Stored data
────────────────

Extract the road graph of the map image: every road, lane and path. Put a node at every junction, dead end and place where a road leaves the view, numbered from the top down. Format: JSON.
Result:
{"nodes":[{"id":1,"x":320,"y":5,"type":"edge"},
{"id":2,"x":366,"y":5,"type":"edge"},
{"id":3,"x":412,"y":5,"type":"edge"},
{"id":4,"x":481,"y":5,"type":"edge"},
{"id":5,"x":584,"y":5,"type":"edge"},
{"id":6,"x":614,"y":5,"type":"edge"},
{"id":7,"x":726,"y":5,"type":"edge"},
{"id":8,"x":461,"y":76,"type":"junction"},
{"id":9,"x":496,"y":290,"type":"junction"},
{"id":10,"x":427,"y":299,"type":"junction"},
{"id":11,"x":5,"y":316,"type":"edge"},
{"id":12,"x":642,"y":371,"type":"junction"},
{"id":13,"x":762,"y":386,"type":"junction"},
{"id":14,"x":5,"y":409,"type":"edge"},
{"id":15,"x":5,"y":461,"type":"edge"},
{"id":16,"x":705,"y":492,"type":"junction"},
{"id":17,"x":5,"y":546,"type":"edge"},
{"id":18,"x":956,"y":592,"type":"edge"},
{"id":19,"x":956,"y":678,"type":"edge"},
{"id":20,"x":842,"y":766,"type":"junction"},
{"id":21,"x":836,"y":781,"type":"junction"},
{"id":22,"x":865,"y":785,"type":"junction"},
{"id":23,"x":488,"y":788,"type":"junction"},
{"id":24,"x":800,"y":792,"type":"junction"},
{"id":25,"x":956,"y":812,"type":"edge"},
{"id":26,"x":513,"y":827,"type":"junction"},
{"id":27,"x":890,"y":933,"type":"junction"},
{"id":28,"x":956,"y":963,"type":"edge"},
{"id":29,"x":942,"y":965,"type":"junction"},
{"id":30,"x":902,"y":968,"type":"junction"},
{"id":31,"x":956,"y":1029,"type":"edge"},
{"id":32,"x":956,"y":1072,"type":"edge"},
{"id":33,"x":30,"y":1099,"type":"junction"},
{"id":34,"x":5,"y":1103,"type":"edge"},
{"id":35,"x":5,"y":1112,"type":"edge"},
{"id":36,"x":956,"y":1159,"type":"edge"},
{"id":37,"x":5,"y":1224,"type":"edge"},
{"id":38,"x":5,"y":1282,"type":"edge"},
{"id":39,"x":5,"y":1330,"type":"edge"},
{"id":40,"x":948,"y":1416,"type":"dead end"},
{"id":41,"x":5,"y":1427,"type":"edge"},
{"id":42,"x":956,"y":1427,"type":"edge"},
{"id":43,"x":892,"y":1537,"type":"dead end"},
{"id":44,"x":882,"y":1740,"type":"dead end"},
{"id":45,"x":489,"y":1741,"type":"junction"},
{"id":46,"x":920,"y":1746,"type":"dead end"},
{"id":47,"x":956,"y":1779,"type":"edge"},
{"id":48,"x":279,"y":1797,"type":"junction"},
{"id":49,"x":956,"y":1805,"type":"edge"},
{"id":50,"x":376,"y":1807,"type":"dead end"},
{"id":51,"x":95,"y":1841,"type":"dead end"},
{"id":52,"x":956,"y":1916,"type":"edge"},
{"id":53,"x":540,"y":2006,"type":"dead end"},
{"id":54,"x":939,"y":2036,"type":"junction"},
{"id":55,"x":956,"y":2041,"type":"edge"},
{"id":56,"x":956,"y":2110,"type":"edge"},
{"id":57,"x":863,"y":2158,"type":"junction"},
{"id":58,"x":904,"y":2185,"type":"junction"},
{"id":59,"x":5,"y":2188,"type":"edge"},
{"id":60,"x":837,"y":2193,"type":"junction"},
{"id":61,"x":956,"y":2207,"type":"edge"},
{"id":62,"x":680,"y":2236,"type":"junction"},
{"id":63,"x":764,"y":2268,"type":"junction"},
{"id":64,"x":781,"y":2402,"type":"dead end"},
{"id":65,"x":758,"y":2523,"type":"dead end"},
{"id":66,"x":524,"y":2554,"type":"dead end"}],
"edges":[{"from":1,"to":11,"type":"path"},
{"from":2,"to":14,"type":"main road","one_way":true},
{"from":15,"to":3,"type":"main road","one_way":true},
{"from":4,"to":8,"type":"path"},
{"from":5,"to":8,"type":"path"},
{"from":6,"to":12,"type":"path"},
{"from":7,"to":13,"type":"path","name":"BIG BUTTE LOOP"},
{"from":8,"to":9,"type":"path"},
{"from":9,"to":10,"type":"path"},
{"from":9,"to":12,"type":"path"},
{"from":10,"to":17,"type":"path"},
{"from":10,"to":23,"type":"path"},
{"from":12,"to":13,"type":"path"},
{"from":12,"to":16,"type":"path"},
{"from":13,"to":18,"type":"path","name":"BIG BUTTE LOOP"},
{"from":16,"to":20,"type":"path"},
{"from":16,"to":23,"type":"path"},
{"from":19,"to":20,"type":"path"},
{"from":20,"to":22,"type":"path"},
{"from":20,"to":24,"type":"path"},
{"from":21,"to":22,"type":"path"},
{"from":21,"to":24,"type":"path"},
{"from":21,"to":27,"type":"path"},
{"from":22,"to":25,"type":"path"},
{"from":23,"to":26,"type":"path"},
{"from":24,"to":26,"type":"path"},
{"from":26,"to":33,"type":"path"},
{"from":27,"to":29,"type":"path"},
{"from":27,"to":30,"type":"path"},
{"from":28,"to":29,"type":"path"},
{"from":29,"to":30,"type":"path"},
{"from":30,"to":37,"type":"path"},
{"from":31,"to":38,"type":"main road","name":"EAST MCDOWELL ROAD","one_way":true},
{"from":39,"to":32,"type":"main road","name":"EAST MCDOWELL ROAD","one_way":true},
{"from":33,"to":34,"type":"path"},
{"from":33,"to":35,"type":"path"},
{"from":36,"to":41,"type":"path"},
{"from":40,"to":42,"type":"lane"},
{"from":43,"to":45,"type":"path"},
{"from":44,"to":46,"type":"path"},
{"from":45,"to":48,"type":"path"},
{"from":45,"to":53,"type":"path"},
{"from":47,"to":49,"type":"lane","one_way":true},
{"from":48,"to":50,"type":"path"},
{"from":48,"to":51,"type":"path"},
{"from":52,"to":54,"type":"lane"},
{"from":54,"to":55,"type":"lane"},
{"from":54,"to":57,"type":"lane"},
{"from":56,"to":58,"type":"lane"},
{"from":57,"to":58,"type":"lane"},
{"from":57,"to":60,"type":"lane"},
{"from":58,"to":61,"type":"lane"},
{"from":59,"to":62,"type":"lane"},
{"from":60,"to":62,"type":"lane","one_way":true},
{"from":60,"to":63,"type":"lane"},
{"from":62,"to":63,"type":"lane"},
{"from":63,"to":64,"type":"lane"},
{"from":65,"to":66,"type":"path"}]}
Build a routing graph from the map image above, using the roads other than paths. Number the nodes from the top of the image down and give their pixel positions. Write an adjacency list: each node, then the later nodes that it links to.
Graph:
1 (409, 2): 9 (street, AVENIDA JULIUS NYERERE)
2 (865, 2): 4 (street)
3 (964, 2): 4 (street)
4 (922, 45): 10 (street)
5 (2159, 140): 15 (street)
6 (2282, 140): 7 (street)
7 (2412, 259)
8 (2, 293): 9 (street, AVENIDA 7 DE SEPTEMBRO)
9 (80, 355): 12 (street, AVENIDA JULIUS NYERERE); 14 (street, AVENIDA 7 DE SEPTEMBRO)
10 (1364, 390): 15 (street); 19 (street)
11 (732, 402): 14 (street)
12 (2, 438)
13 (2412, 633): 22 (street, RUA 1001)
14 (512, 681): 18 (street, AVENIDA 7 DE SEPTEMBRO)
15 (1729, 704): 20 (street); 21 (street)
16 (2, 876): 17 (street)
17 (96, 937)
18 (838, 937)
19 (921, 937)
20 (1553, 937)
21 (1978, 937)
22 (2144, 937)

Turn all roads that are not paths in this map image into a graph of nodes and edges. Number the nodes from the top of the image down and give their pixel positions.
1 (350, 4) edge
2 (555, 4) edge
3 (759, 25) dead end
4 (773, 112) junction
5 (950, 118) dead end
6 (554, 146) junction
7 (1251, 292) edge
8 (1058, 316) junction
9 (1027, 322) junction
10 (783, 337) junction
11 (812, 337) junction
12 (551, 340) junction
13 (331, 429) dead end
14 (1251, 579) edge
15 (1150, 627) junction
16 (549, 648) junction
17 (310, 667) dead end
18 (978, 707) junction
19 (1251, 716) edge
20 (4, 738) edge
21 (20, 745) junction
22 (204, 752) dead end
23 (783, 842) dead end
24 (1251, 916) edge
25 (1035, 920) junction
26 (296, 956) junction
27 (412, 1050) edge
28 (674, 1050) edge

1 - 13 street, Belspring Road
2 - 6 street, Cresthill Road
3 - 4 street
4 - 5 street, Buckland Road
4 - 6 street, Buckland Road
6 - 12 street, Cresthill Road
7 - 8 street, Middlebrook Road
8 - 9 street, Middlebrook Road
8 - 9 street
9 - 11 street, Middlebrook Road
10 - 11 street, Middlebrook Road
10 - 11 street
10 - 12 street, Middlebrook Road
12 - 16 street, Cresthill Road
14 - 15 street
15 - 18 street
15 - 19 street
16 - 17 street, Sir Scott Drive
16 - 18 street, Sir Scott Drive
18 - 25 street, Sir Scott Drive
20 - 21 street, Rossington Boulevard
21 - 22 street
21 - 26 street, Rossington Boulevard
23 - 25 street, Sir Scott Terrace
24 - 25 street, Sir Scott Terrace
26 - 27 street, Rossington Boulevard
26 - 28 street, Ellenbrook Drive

────────────────

#### [Assignment]
Your task is to copy every line of the entries that contains the string "Drive".

#### [Written answer]
16 - 17 street, Sir Scott Drive
16 - 18 street, Sir Scott Drive
18 - 25 street, Sir Scott Drive
26 - 28 street, Ellenbrook Drive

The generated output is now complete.